[Data extracted from a collection]
↓↓↓
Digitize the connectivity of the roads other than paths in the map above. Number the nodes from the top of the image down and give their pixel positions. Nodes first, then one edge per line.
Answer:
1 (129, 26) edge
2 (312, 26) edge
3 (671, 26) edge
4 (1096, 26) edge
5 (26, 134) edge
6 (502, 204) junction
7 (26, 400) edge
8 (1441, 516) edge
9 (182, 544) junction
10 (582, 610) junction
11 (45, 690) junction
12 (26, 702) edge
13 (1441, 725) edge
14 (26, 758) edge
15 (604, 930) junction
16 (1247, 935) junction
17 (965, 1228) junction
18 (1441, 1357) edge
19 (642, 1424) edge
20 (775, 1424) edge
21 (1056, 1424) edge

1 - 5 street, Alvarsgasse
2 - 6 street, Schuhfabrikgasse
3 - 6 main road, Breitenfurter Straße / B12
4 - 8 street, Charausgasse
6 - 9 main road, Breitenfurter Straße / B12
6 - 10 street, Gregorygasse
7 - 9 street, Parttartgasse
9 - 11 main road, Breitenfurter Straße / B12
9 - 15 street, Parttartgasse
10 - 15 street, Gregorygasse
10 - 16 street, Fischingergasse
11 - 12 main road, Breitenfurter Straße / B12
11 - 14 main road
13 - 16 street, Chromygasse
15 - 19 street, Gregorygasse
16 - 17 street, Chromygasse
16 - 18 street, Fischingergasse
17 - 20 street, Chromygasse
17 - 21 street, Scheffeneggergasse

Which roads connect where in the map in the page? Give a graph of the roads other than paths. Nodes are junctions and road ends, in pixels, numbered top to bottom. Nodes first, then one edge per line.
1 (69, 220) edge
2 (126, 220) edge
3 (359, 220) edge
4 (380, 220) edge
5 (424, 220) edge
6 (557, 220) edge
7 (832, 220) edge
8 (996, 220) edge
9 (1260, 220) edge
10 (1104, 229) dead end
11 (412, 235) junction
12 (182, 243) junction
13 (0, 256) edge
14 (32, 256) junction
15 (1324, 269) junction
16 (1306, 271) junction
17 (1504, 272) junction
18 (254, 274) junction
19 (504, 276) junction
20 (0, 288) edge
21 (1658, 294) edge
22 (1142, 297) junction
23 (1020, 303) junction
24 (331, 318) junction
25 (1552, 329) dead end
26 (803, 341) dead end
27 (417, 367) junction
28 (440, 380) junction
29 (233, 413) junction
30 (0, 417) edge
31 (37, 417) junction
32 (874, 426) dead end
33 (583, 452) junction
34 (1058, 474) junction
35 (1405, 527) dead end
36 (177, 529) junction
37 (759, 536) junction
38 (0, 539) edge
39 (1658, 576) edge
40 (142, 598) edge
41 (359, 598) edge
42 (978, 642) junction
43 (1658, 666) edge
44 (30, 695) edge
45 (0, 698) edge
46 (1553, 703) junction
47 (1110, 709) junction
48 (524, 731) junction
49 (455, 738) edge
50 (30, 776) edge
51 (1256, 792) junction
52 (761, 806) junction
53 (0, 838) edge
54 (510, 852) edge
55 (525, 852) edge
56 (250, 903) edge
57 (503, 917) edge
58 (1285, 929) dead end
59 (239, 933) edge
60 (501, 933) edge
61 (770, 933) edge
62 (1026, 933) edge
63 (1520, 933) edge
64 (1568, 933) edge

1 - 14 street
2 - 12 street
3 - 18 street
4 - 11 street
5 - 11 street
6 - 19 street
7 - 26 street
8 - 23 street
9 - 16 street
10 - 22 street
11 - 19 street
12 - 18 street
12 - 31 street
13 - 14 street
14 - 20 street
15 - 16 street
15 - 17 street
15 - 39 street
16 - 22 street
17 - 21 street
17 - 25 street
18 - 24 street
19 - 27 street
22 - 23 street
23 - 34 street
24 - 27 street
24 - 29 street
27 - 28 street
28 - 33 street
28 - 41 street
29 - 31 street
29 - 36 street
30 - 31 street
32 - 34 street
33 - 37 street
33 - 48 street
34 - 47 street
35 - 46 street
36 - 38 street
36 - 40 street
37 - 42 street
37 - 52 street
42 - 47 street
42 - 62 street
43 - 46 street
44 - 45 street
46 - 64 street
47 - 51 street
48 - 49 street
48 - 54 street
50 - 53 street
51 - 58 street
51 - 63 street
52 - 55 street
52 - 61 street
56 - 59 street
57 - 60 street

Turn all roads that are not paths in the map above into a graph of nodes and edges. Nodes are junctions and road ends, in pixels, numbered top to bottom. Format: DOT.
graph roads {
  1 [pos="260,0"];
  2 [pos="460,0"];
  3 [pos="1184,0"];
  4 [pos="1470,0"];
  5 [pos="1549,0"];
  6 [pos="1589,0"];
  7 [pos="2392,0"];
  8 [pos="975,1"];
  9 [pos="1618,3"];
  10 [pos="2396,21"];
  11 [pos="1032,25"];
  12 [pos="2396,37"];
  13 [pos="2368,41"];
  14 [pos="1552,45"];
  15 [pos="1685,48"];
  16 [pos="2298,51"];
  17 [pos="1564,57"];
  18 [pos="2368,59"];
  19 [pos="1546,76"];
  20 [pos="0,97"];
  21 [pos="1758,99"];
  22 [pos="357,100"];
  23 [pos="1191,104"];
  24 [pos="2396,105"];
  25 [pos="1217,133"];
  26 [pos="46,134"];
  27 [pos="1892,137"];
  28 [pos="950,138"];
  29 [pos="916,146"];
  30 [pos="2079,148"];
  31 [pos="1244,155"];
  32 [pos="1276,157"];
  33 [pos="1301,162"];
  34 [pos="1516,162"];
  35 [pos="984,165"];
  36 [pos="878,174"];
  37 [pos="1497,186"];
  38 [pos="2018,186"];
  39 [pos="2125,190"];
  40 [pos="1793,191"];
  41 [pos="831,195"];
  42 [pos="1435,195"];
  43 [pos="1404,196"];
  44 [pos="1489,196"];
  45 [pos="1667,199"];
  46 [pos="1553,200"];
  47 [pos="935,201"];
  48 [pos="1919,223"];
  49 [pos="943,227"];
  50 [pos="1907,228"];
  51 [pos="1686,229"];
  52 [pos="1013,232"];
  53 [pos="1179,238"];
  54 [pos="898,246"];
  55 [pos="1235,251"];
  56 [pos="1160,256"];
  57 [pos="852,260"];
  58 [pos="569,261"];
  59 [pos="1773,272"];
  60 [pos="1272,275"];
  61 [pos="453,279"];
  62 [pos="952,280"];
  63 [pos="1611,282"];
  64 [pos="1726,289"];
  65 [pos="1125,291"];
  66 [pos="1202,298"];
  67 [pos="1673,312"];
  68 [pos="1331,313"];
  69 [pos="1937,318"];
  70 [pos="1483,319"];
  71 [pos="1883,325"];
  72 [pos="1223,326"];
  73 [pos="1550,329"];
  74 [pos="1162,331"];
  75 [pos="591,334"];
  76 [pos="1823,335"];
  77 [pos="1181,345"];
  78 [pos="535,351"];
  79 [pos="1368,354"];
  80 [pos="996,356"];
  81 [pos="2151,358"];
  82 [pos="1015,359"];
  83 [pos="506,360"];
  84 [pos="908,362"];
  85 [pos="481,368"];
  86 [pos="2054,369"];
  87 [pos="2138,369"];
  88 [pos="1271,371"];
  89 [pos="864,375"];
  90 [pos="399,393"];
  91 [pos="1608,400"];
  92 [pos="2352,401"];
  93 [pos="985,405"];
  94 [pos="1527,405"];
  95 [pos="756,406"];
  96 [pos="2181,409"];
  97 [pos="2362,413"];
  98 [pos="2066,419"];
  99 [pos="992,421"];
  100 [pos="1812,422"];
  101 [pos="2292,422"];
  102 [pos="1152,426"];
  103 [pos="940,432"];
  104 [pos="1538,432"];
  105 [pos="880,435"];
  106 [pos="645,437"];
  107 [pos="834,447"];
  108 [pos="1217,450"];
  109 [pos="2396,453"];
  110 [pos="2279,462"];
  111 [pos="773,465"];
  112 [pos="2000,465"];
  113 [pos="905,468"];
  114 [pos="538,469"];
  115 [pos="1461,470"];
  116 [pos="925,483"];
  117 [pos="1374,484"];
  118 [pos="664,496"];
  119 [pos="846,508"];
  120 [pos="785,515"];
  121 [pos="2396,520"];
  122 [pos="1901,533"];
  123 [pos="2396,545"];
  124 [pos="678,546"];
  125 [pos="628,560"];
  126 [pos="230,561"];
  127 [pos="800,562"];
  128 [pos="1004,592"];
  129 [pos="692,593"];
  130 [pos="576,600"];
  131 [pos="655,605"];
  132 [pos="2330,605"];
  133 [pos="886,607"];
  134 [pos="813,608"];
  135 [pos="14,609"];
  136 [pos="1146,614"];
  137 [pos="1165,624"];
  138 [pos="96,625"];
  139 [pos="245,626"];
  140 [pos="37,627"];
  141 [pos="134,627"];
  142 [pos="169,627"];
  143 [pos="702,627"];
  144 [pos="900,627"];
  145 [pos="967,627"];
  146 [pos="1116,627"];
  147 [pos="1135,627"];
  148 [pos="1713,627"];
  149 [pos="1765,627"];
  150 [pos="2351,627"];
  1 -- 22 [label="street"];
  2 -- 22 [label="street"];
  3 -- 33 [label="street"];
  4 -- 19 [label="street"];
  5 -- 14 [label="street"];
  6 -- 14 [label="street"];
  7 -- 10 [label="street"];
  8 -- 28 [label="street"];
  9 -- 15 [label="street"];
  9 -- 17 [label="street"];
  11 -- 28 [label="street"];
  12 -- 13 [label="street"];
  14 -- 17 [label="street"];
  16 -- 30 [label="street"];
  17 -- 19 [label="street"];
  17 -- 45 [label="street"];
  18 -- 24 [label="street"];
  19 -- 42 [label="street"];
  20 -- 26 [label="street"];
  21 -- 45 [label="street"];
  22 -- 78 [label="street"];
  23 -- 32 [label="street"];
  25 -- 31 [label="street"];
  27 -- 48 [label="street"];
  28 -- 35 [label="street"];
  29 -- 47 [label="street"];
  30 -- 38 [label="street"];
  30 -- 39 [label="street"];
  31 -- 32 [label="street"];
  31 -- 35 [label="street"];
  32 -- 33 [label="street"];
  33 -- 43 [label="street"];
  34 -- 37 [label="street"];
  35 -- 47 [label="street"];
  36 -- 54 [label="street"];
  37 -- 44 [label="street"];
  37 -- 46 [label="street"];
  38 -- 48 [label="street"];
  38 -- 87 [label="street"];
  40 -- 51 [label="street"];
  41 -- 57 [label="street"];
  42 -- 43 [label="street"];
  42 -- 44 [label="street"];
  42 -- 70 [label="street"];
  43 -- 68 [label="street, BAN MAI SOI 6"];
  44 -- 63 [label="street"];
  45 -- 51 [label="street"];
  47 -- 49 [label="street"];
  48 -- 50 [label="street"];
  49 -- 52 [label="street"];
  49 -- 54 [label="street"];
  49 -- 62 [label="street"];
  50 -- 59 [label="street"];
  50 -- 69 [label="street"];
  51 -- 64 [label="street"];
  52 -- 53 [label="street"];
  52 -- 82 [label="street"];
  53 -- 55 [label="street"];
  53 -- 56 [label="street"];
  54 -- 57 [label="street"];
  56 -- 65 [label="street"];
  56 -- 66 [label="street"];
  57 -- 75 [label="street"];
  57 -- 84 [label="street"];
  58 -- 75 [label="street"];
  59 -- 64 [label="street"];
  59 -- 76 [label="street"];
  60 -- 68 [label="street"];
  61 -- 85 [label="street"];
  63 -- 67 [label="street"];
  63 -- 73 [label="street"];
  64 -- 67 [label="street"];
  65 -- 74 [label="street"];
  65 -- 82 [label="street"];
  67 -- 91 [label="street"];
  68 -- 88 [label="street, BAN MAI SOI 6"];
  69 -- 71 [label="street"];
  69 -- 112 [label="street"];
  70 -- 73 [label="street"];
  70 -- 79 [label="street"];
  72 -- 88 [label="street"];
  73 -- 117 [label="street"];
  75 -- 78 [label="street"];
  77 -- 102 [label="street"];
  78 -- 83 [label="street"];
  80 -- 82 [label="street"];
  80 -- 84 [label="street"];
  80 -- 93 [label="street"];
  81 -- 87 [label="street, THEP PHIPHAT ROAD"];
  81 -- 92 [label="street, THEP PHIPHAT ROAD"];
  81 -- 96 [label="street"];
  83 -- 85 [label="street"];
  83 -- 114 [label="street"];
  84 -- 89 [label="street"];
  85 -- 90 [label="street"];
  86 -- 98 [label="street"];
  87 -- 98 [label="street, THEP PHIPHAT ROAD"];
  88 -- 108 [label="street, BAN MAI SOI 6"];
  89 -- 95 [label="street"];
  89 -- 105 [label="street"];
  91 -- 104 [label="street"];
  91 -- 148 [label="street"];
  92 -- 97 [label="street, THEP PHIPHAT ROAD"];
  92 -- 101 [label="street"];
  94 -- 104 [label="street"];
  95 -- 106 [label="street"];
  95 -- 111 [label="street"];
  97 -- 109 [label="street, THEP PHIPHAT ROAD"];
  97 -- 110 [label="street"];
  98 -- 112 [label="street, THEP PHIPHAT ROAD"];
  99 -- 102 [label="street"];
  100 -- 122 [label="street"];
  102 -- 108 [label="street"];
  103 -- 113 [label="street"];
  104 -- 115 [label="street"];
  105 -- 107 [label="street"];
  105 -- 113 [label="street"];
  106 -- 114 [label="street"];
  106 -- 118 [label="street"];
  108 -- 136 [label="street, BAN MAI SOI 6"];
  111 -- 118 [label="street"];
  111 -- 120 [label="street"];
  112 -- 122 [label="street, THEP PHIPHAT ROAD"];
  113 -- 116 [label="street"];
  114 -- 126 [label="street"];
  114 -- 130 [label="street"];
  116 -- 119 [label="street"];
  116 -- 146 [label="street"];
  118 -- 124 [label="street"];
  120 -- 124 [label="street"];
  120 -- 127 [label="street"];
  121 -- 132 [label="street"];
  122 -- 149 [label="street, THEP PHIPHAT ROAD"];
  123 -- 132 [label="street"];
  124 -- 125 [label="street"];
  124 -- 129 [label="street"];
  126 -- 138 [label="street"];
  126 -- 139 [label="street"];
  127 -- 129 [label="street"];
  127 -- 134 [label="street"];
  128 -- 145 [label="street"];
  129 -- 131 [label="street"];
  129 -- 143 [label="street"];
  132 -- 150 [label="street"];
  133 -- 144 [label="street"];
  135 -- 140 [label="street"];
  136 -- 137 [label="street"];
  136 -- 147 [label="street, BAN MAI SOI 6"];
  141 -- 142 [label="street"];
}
↑↑↑
- **What you will do**:
Copy all lines of the preceding data that hold the word "then".

- **Task result**:
Digitize the connectivity of the roads other than paths in the map above. Number the nodes from the top of the image down and give their pixel positions. Nodes first, then one edge per line.
Which roads connect where in the map in the page? Give a graph of the roads other than paths. Nodes are junctions and road ends, in pixels, numbered top to bottom. Nodes first, then one edge per line.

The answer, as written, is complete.